V_READFIRSTLANE and V_READLANE produce scalar result from vector operand. Scalar instructions consuming the result should not be executed if exec mask is zero.

Tests passed : make llvm-check

Diff Detail

Event Timeline

alex-t created this revision.Sep 26 2017, 2:03 PM
alex-t edited the summary of this revision. (Show Details)Sep 26 2017, 2:18 PM
rampitec edited edge metadata.Sep 26 2017, 8:59 PM

Test is needed.

lib/Target/AMDGPU/SIInsertSkips.cpp
137

The comment is misleading. Scalar instructions executed even if exec = 0 (contrarily to the comment). That is unclear if there must be a scalar instruction consuming result of readlane too, since SGPR can be an operand of a vector instruction.

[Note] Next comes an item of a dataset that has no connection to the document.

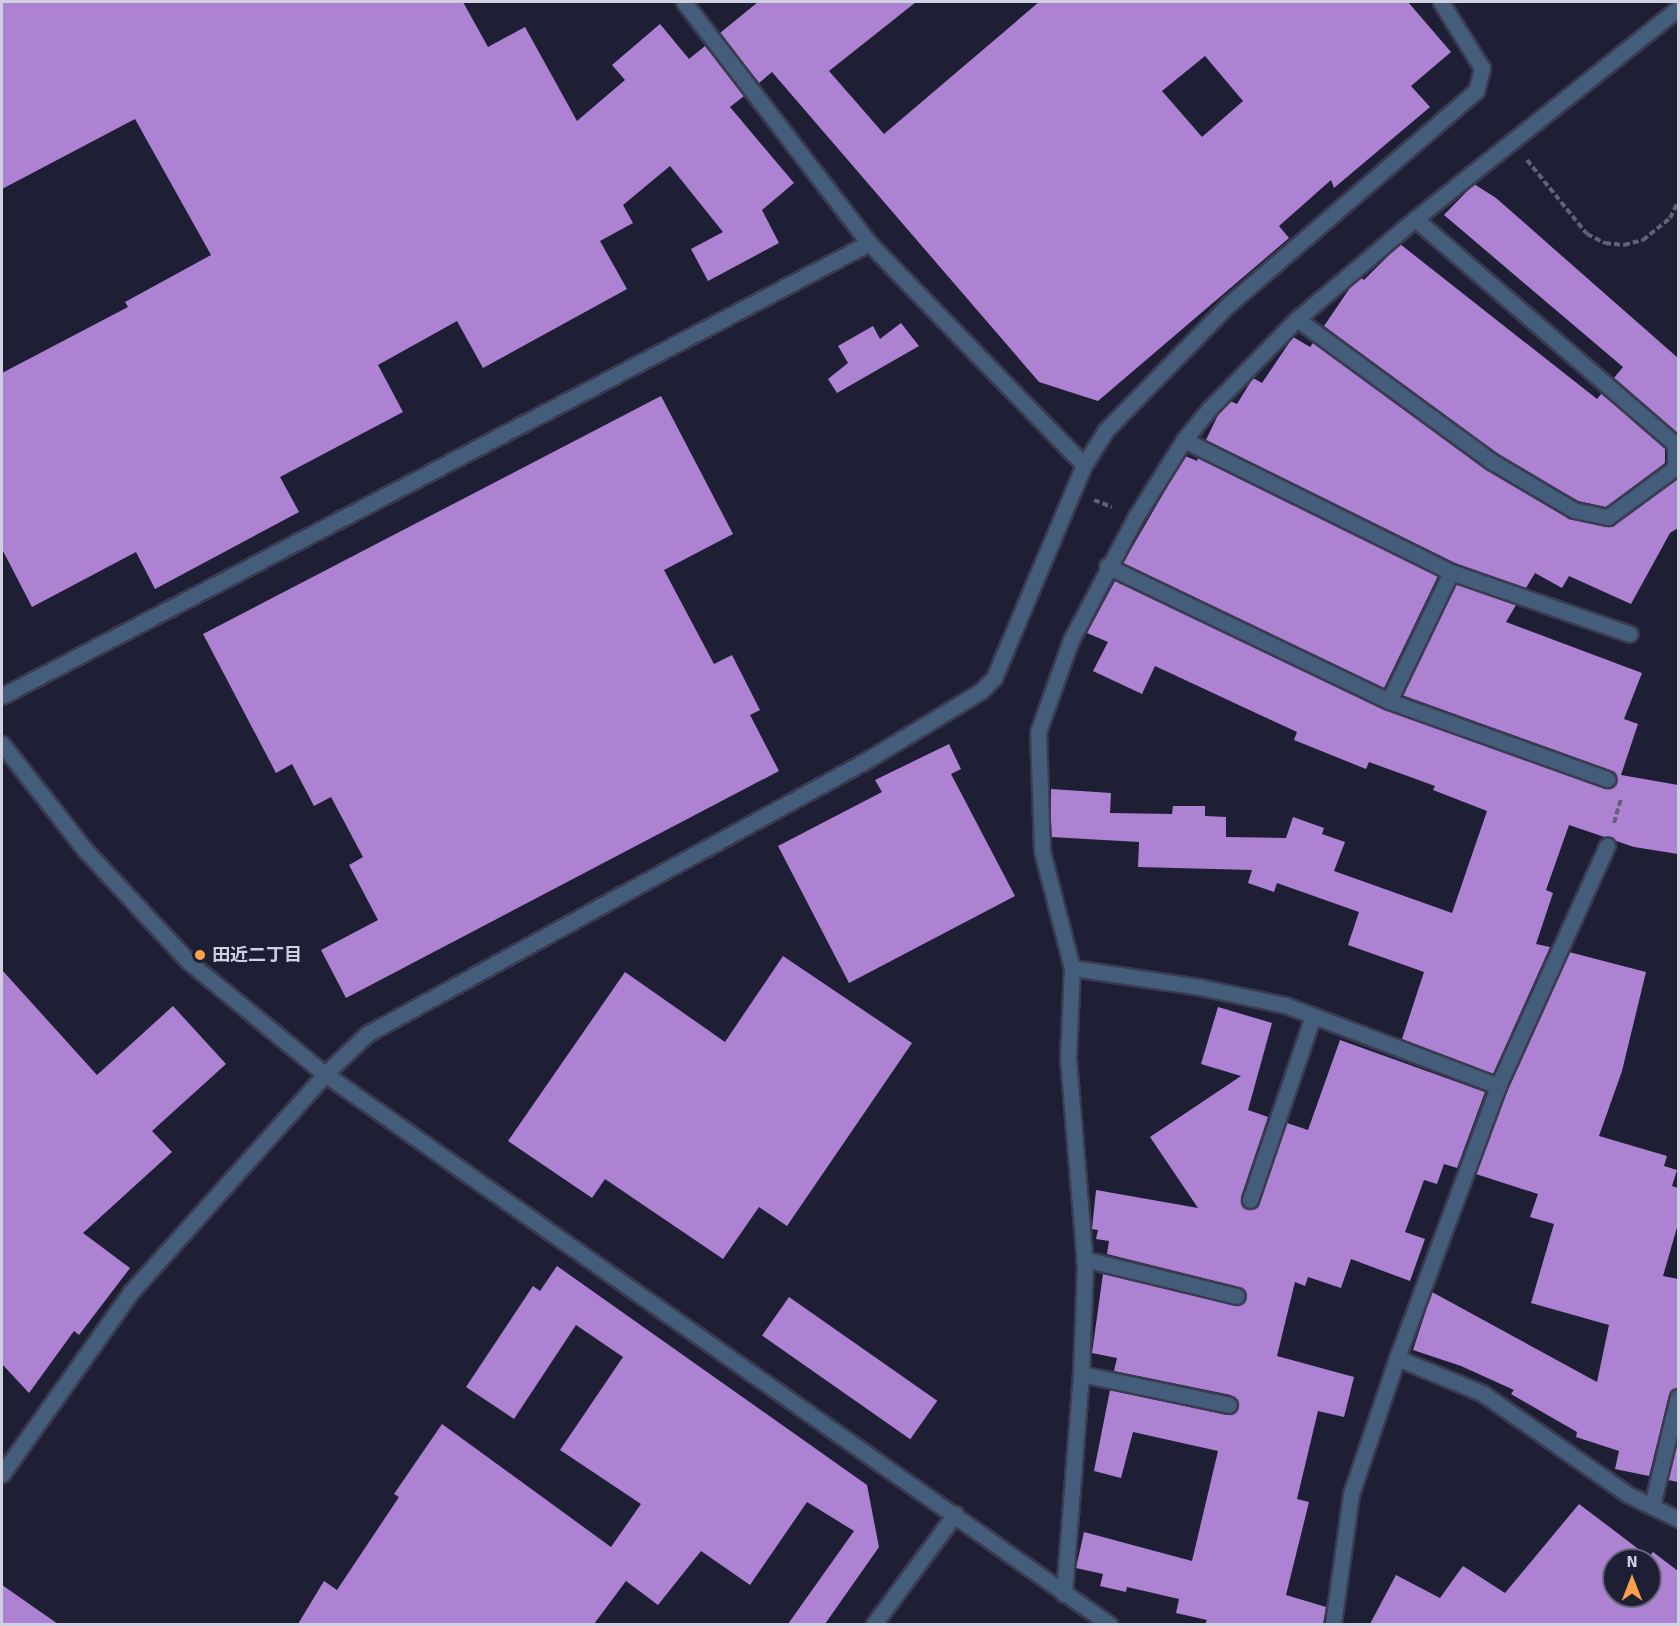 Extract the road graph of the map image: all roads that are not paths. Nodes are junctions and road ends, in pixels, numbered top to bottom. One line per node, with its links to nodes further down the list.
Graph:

alex-t updated this revision to Diff 117363.EditedOct 2 2017, 9:17 AM
  1. Added the code that checks that scalar register produced by V_READFIRSTLANE/V_READLANE

Is really used by some SALU instruction. This is necessary to avoid de-optimization of those cases when the scalar register is distinctly the scalar operand of vector instruction.

  1. MIR test added
rampitec added inline comments.Oct 2 2017, 10:22 AM
lib/Target/AMDGPU/SIInsertSkips.cpp
145

What if an user is actually hoisted out the block? What if that is terminator uses it? In both cases users should then read undefined data.

148

What is interesting, an user can be also another v_readlane_b32's lane select operand. Subsequent v_readlane_b32 would be executed even with exec = 0 and will read an undefined data.

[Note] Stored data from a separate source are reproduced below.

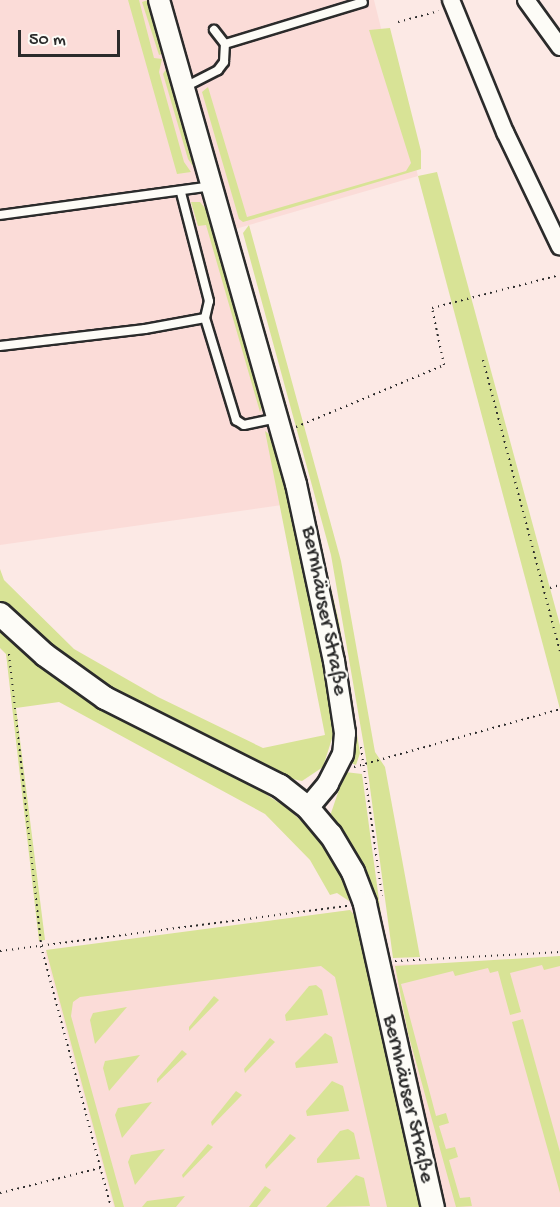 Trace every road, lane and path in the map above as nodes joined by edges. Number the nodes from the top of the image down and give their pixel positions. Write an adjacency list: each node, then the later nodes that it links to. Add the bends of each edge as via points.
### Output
1 (159, 0): 9 (street, Bernhäuser Straße)
2 (526, 0): 8 (street)
3 (363, 2): 7 (lane)
4 (454, 2): 5 (path); 13 (street, via 505,132)
5 (398, 22)
6 (214, 30): 7 (lane)
7 (225, 44): 9 (lane, via 224,62 218,70)
8 (560, 47)
9 (183, 88): 10 (street, Bernhäuser Straße)
10 (212, 186): 11 (lane); 18 (street, Bernhäuser Straße)
11 (180, 194): 12 (lane); 15 (lane, via 207,290 210,309)
12 (0, 215)
13 (560, 247)
14 (560, 275): 19 (path, via 432,308 444,365 298,426)
15 (205, 318): 16 (lane, via 184,324); 18 (lane, via 236,420 244,425)
16 (0, 346)
17 (483, 360): 23 (path)
18 (278, 418): 28 (street, Bernhäuser Straße, via 321,590 345,732 339,765)
19 (300, 436)
20 (560, 585): 21 (path)
21 (550, 588)
22 (0, 614): 28 (main road, via 86,686 143,719 265,777)
23 (560, 651)
24 (9, 654): 30 (path)
25 (560, 710): 27 (path)
26 (361, 743): 27 (path)
27 (365, 766): 29 (path)
28 (308, 808): 29 (main road, Bernhäuser Straße, via 339,847)
29 (374, 904): 30 (path); 33 (main road, Bernhäuser Straße)
30 (41, 946): 31 (path); 34 (path)
31 (0, 951)
32 (560, 952): 33 (path)
33 (377, 961): 37 (main road, Bernhäuser Straße)
34 (100, 1168): 35 (path); 36 (path)
35 (0, 1193)
36 (111, 1207)
37 (433, 1207) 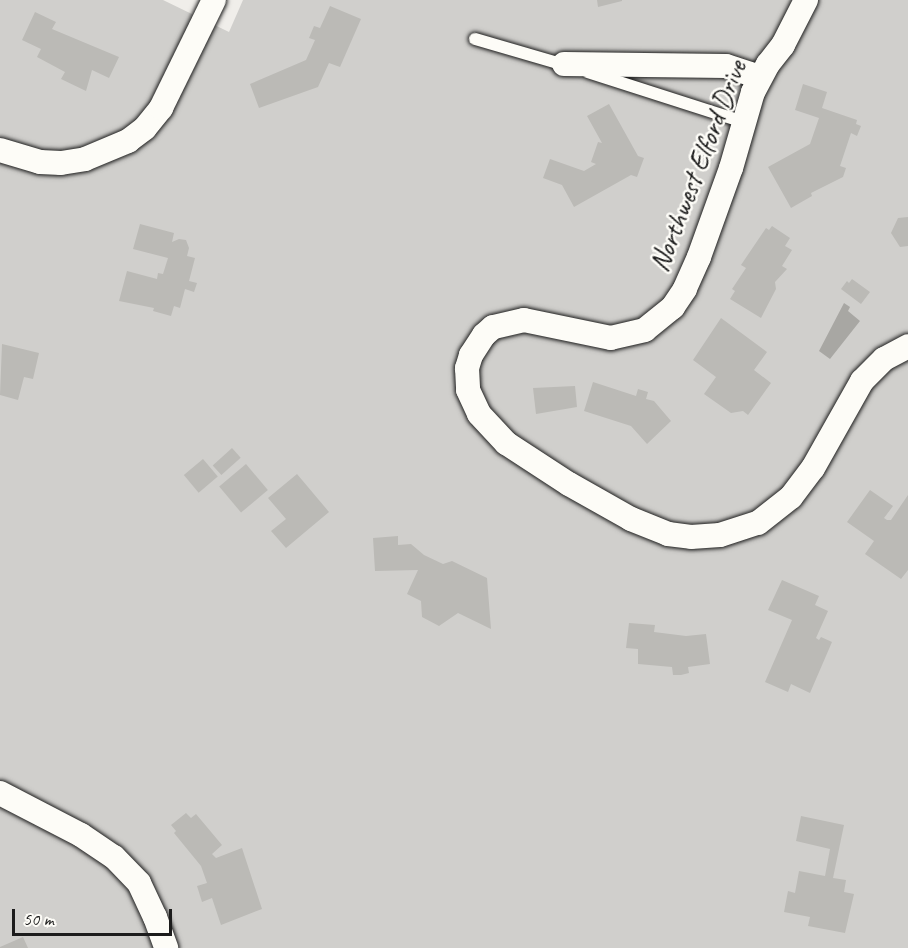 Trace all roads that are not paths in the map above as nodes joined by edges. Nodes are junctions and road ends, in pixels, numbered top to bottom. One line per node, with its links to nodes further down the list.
1 (806, 0): 5 (street, Northwest Elford Drive)
2 (205, 3): 7 (street)
3 (475, 39): 4 (lane)
4 (564, 64): 5 (street); 6 (lane)
5 (760, 77): 6 (street, Northwest Elford Drive)
6 (744, 122): 8 (street, Northwest Elford Drive)
7 (0, 150)
8 (908, 346)
9 (0, 793): 10 (street)
10 (165, 948)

test/CodeGen/AMDGPU/readlane_exec0.mir
1

Please use -check-label=GCN and GCN labels instead of CHECK. This seems to be our new convention.
Also add -verify-machineinstrs.

3

Label in this case needs to be function's name. That is to add new function to the test later.
bb.0 then becomes a regular check.

alex-t updated this revision to Diff 117416.Oct 2 2017, 1:49 PM

It is really make sense to take care of the V_READFIRSTLANE/V_READLANE destination register under exec == 0 condition in case their source VGPR is re-defined in SI_MASK_BRANCH target block. Otherwise we assume that source VGPR is defined in one of the dominating blocks and contain correct value.

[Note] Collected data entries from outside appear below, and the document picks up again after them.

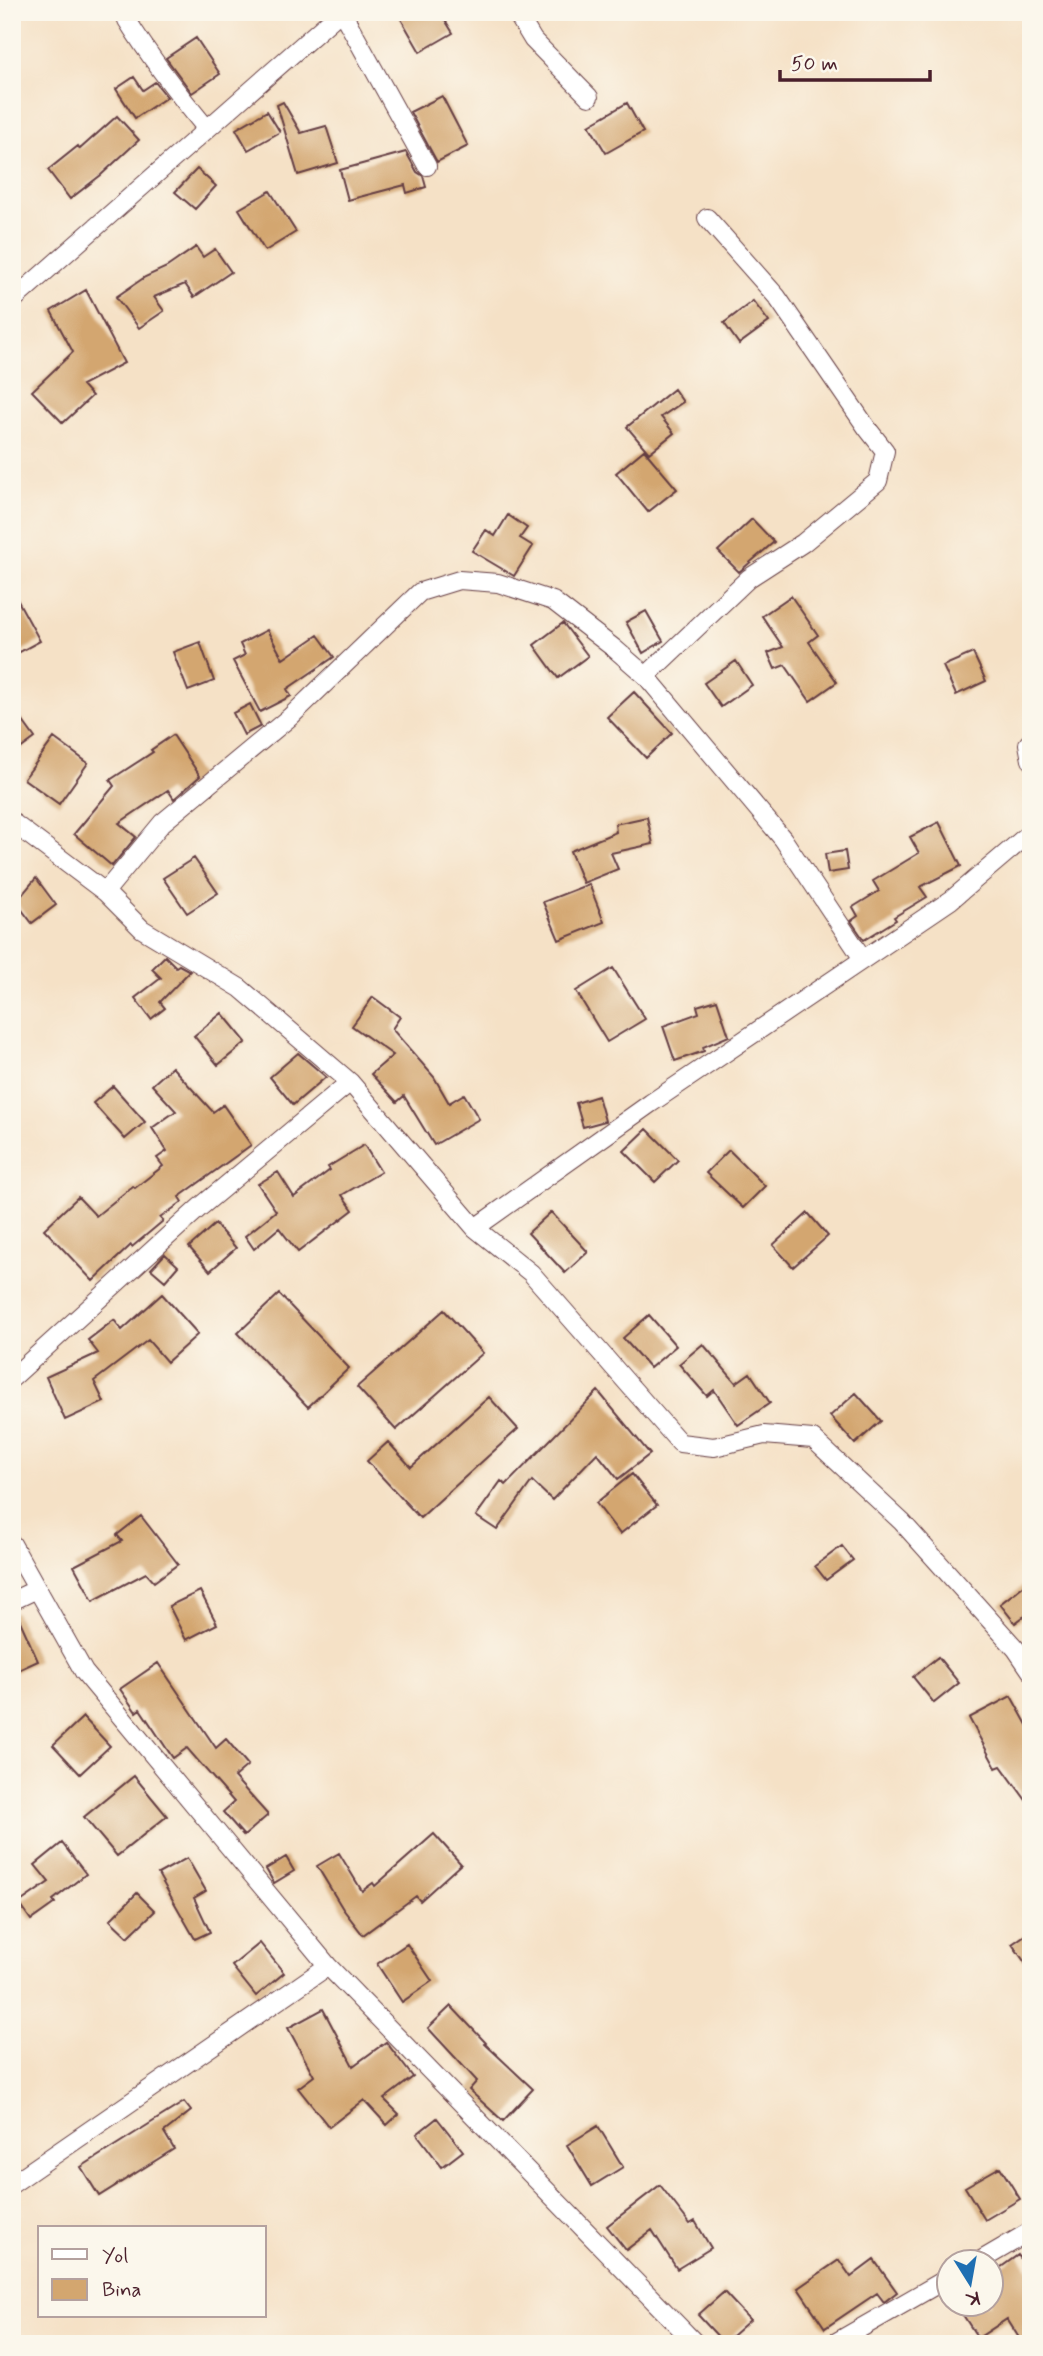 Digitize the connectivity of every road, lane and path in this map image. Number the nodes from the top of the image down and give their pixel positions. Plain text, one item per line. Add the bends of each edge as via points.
1 (134, 12) edge
2 (341, 12) edge
3 (516, 12) edge
4 (589, 97) dead end
5 (207, 129) junction
6 (427, 166) dead end
7 (707, 218) dead end
8 (12, 301) edge
9 (646, 676) junction
10 (1031, 741) edge
11 (1031, 760) edge
12 (12, 822) edge
13 (1031, 832) edge
14 (105, 892) junction
15 (863, 959) junction
16 (350, 1082) junction
17 (475, 1228) junction
18 (12, 1378) edge
19 (12, 1544) edge
20 (37, 1589) junction
21 (12, 1601) edge
22 (1031, 1671) edge
23 (328, 1966) junction
24 (12, 2184) edge
25 (1031, 2231) edge
26 (1002, 2248) edge
27 (934, 2286) edge
28 (696, 2344) edge
29 (833, 2344) edge

1 - 5 street via 127,20 138,38
2 - 5 street
2 - 6 street
3 - 4 street via 533,40
5 - 8 street
7 - 9 street via 777,297 885,451 878,481 803,543 748,578
9 - 14 street via 553,601 498,583 459,580 420,593 290,717 162,823
9 - 15 street via 783,839
10 - 11 street
12 - 14 street
13 - 15 street via 951,900
14 - 16 street via 142,929 240,988
15 - 17 street
16 - 17 street
16 - 18 street via 200,1208
17 - 22 street via 531,1273 680,1443 714,1447 764,1435 813,1439 902,1522
19 - 20 street
20 - 21 street
20 - 23 street via 84,1672
23 - 24 street
23 - 28 street
25 - 26 street
27 - 29 street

rampitec added inline comments.Oct 2 2017, 2:08 PM
lib/Target/AMDGPU/SIInsertSkips.cpp
145

It is named operand "src0", using getOperand(1) is not desirable.
Also VReg is misleading, it reads like "virtual register".

156

Post increment is broken here.

157

Please follow the general and surrounding style: brace on the same line with expression.

175

That is broken. Remember that register is physical.
Not speaking that is whole function scan is expensive.

test/CodeGen/AMDGPU/readlane_exec0.mir
4

You still need to add GCN-LABEL

I would just bail on any of these instructions not trying to optimize the case, just like you did in the beginning.

arsenm added a comment.Oct 2 2017, 4:10 PM

I want to replace this pass by always inserting the branches on execz, and have a new pass which optimizes out short jumps. Would that be easier than trying to analyze this?

alex-t updated this revision to Diff 117544.Oct 3 2017, 10:06 AM

Reverted back to the simplest approach.

This revision is now accepted and ready to land.Oct 3 2017, 10:20 AM
This revision was automatically updated to reflect the committed changes.
alex-t reopened this revision.Oct 17 2017, 12:03 PM
This comment was removed by alex-t.
This revision is now accepted and ready to land.Oct 17 2017, 12:03 PM
alex-t closed this revision.Oct 17 2017, 12:23 PM

r314828